O governo orientará sua tropa para jogar pesado contra Eduardo e força-lo a renunciar. Por temperamento brigão, Eduardo poderá responder ao ataque facilitando a instalação de um processo de impeachment contra Dilma. [o que Dilma e sua facção – ‘vitória na guerra’ -  mais teme é o inicio do processo de impeachment. Sabem que uma vez iniciado – Eduardo Cunha tem autoridade para iniciar – só terminará com Dilma ejetada da cadeira presidencial.]

Briga de cachorro grande, enquanto a economia segue derretendo sem que o Congresso tenha aprovado todas as medidas do ajuste fiscal. De volta ao novo governo de Dilma: a troca na Casa Civil de Aloisio Mercadante por Jaques Wagner fará a felicidade de Lula, que a bancou, e de quem acha Mercadante um chato (o mundo todo).

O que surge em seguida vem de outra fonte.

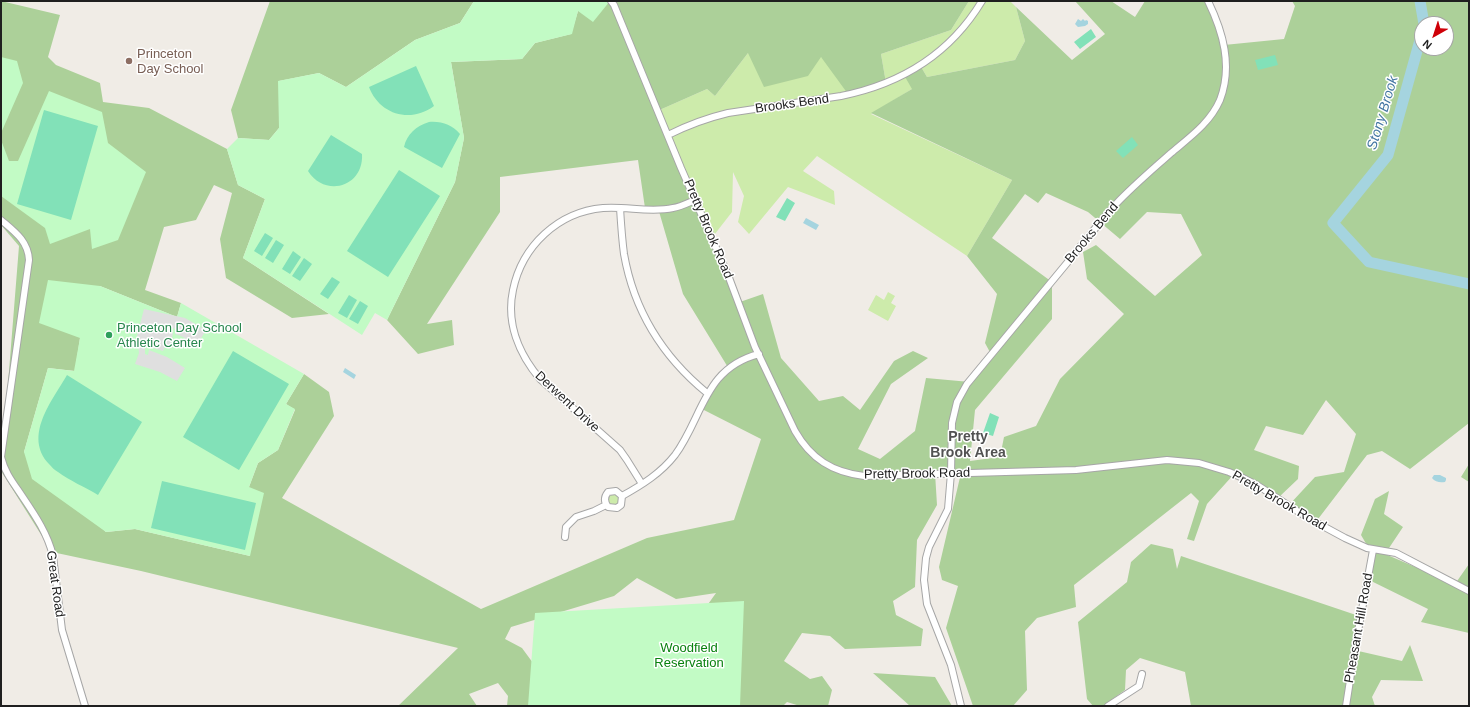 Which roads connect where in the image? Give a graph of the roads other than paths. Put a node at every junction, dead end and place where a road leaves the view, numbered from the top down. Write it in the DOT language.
graph roads {
  1 [pos="611,1"];
  2 [pos="982,1"];
  3 [pos="1208,1"];
  4 [pos="668,135"];
  5 [pos="696,200"];
  6 [pos="620,208"];
  7 [pos="1,220"];
  8 [pos="759,354"];
  9 [pos="707,393"];
  10 [pos="951,473"];
  11 [pos="642,484"];
  12 [pos="622,496"];
  13 [pos="606,505"];
  14 [pos="565,537"];
  15 [pos="1373,550"];
  16 [pos="1469,590"];
  17 [pos="1142,674"];
  18 [pos="85,706"];
  19 [pos="961,706"];
  20 [pos="1108,706"];
  21 [pos="1346,706"];
  1 -- 4 [label="street, Pretty Brook Road"];
  2 -- 4 [label="street, Brooks Bend"];
  3 -- 10 [label="street, Brooks Bend"];
  4 -- 5 [label="street, Pretty Brook Road"];
  5 -- 6 [label="street, Derwent Drive"];
  5 -- 8 [label="street, Pretty Brook Road"];
  6 -- 9 [label="street"];
  6 -- 11 [label="street, Derwent Drive"];
  7 -- 18 [label="street, Great Road"];
  8 -- 9 [label="street"];
  8 -- 10 [label="street, Pretty Brook Road"];
  9 -- 11 [label="street"];
  10 -- 15 [label="street, Pretty Brook Road"];
  10 -- 19 [label="street, Brooks Bend"];
  11 -- 12 [label="street"];
  12 -- 13 [label="street"];
  12 -- 13 [label="street"];
  13 -- 14 [label="street"];
  15 -- 16 [label="street, Pretty Brook Road"];
  15 -- 21 [label="street, Pheasant Hill Road"];
  17 -- 20 [label="street"];
} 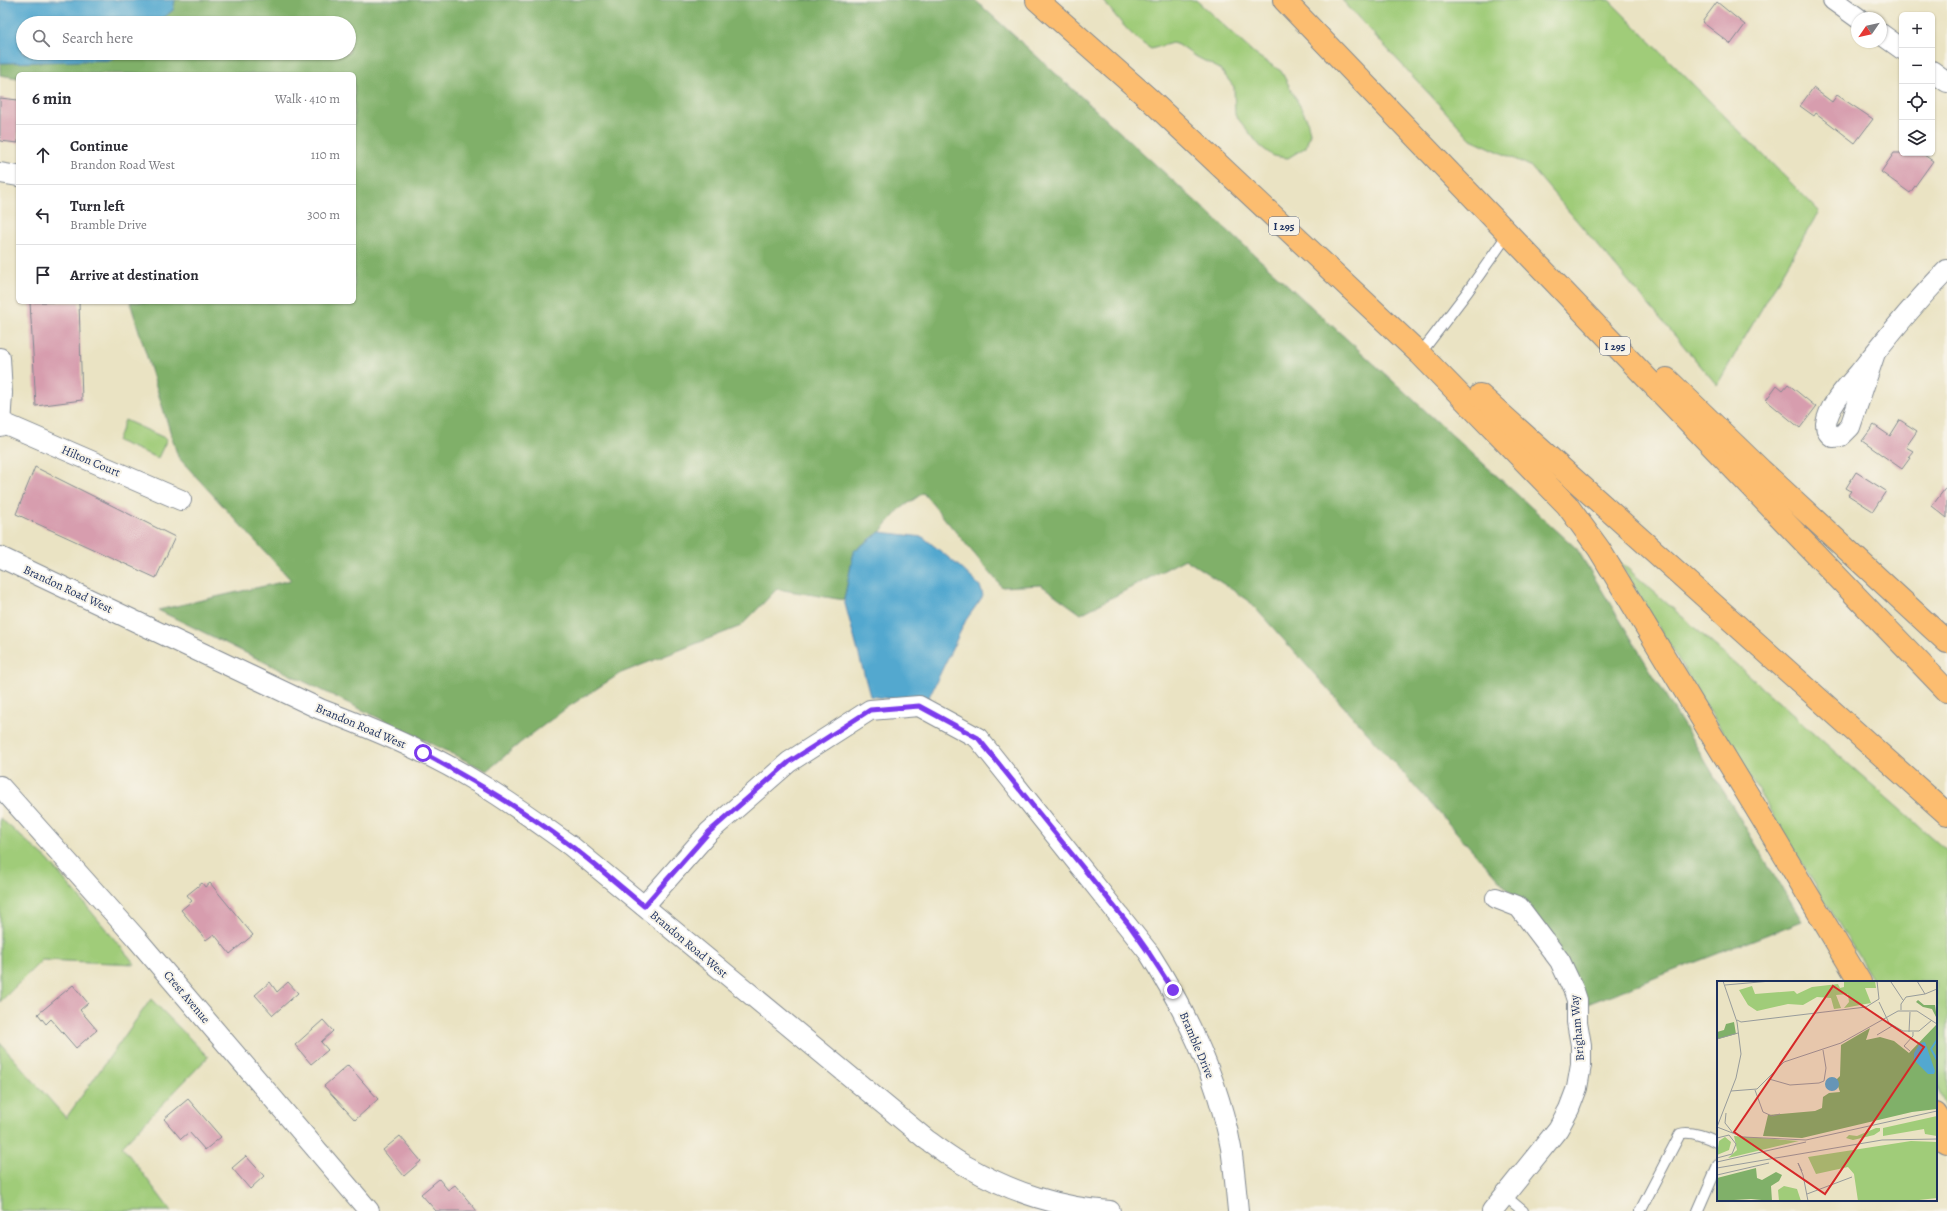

Wagner é jeitoso e ameno. Mas a sombra de Mercadante poderá atrapalhá-lo. Dilma ama Mercadante de verdade. E para tê-lo por perto, despachou o ministro da Educação escolhido por ela mesmo há apenas seis meses. Do Ministério da Educação para a Casa Civil e dela de volta para o Ministério da Educação – doce calvário o de Mercadante. Que poderá ser agravado pela suspeita de envolvimento dele com dinheiro de Caixa 2.